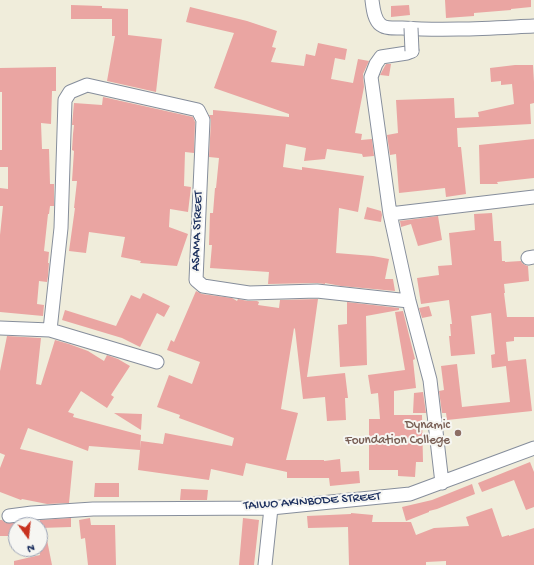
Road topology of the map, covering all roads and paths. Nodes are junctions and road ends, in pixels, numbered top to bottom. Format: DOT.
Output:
graph roads {
  1 [pos="372,1"];
  2 [pos="534,26"];
  3 [pos="413,29"];
  4 [pos="534,197"];
  5 [pos="390,214"];
  6 [pos="409,301"];
  7 [pos="0,328"];
  8 [pos="50,330"];
  9 [pos="158,362"];
  10 [pos="534,448"];
  11 [pos="442,483"];
  12 [pos="271,508"];
  13 [pos="9,516"];
  14 [pos="265,565"];
  1 -- 3 [label="street"];
  2 -- 3 [label="street"];
  3 -- 5 [label="street, bridge"];
  4 -- 5 [label="street"];
  5 -- 6 [label="street"];
  6 -- 8 [label="street, ASAMA STREET"];
  6 -- 11 [label="street"];
  7 -- 8 [label="street"];
  8 -- 9 [label="street"];
  10 -- 11 [label="street, TAIWO AKINBODE STREET"];
  11 -- 12 [label="street, TAIWO AKINBODE STREET"];
  12 -- 13 [label="street, TAIWO AKINBODE STREET"];
  12 -- 14 [label="street"];
}
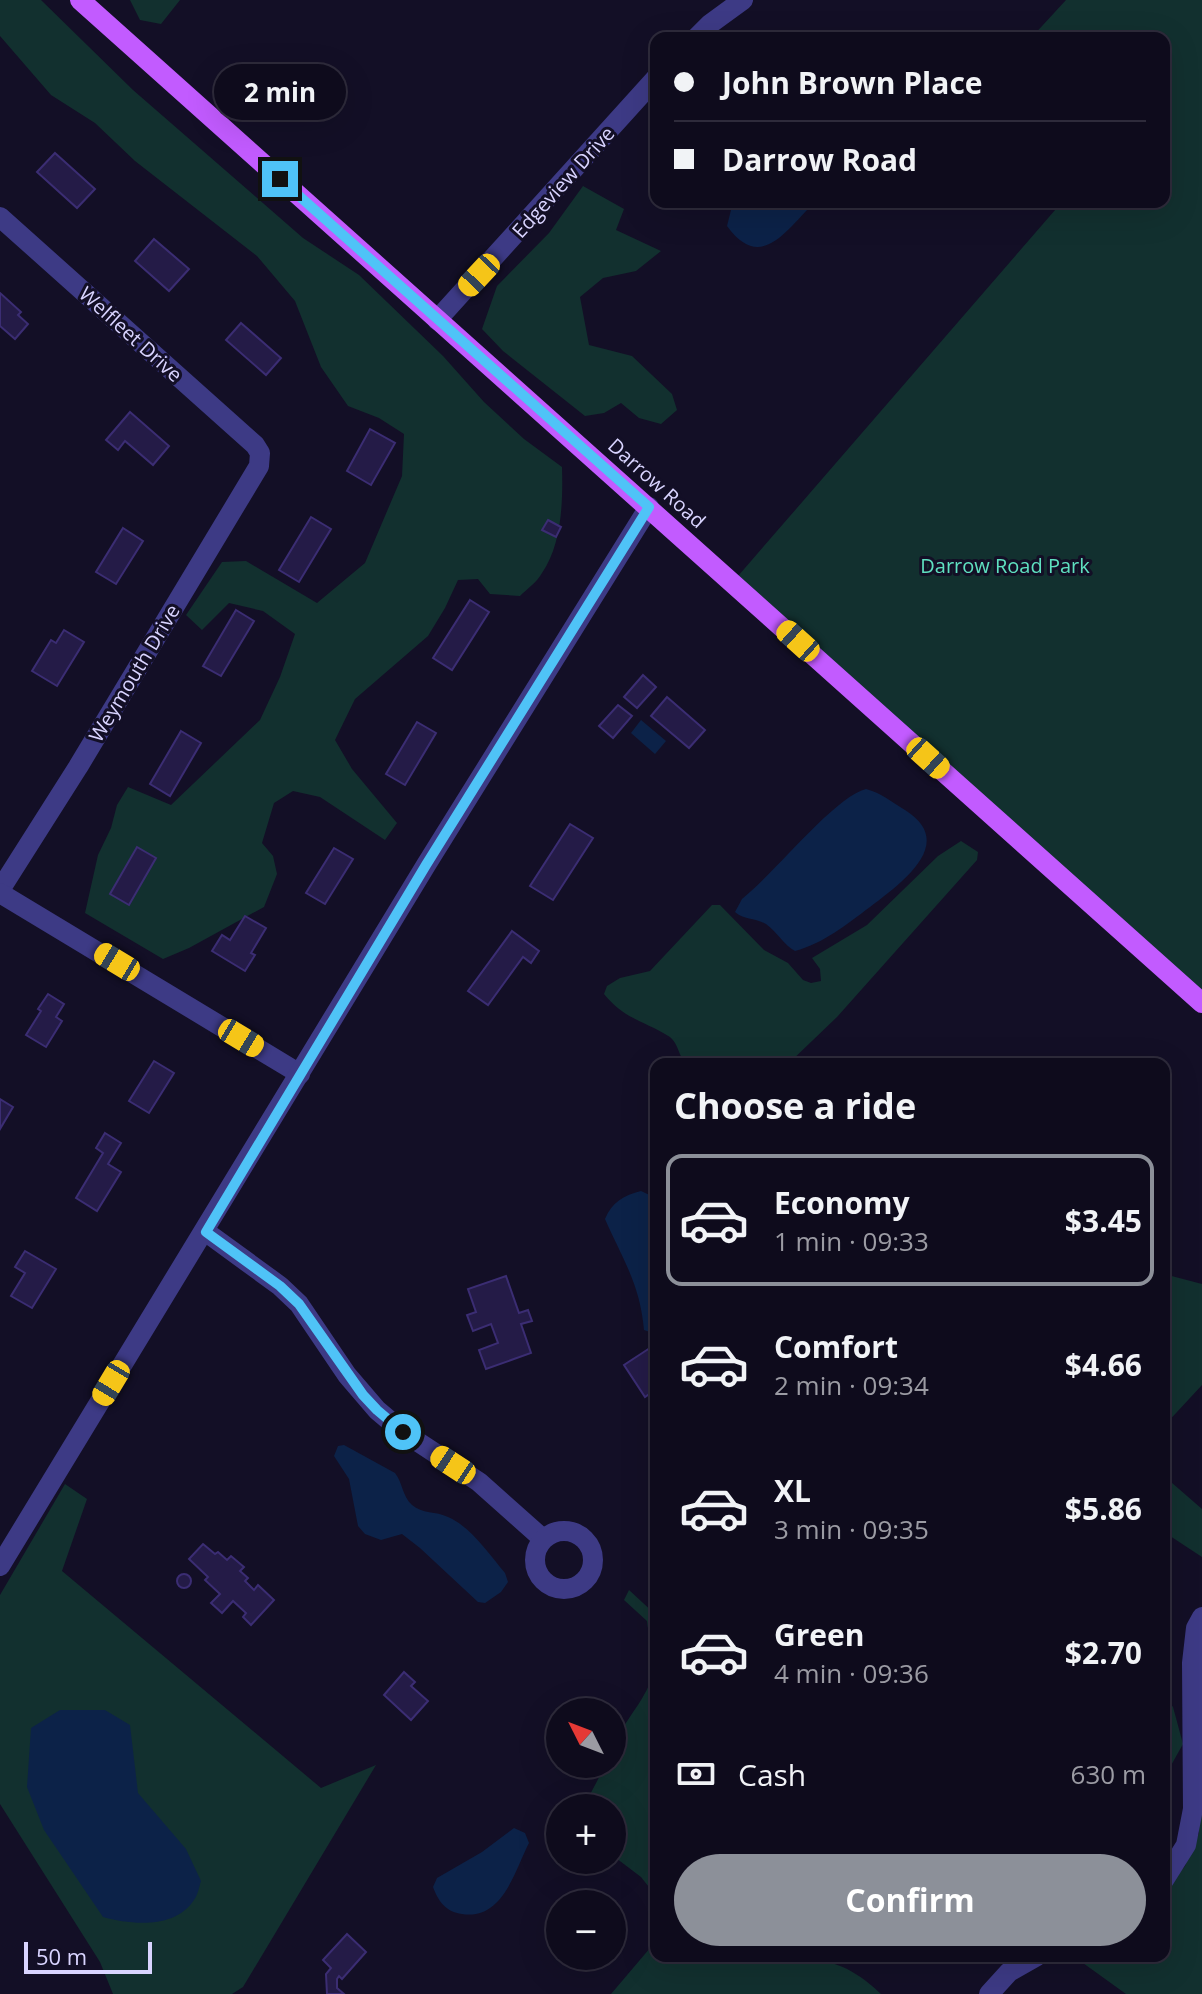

- **What you are asked to do**
The entries must be repeated exactly. Leave the images out.

- **Result of the exercise**
Road topology of the map, covering all roads and paths. Nodes are junctions and road ends, in pixels, numbered top to bottom. Format: DOT.
Output:
graph roads {
  1 [pos="372,1"];
  2 [pos="534,26"];
  3 [pos="413,29"];
  4 [pos="534,197"];
  5 [pos="390,214"];
  6 [pos="409,301"];
  7 [pos="0,328"];
  8 [pos="50,330"];
  9 [pos="158,362"];
  10 [pos="534,448"];
  11 [pos="442,483"];
  12 [pos="271,508"];
  13 [pos="9,516"];
  14 [pos="265,565"];
  1 -- 3 [label="street"];
  2 -- 3 [label="street"];
  3 -- 5 [label="street, bridge"];
  4 -- 5 [label="street"];
  5 -- 6 [label="street"];
  6 -- 8 [label="street, ASAMA STREET"];
  6 -- 11 [label="street"];
  7 -- 8 [label="street"];
  8 -- 9 [label="street"];
  10 -- 11 [label="street, TAIWO AKINBODE STREET"];
  11 -- 12 [label="street, TAIWO AKINBODE STREET"];
  12 -- 13 [label="street, TAIWO AKINBODE STREET"];
  12 -- 14 [label="street"];
}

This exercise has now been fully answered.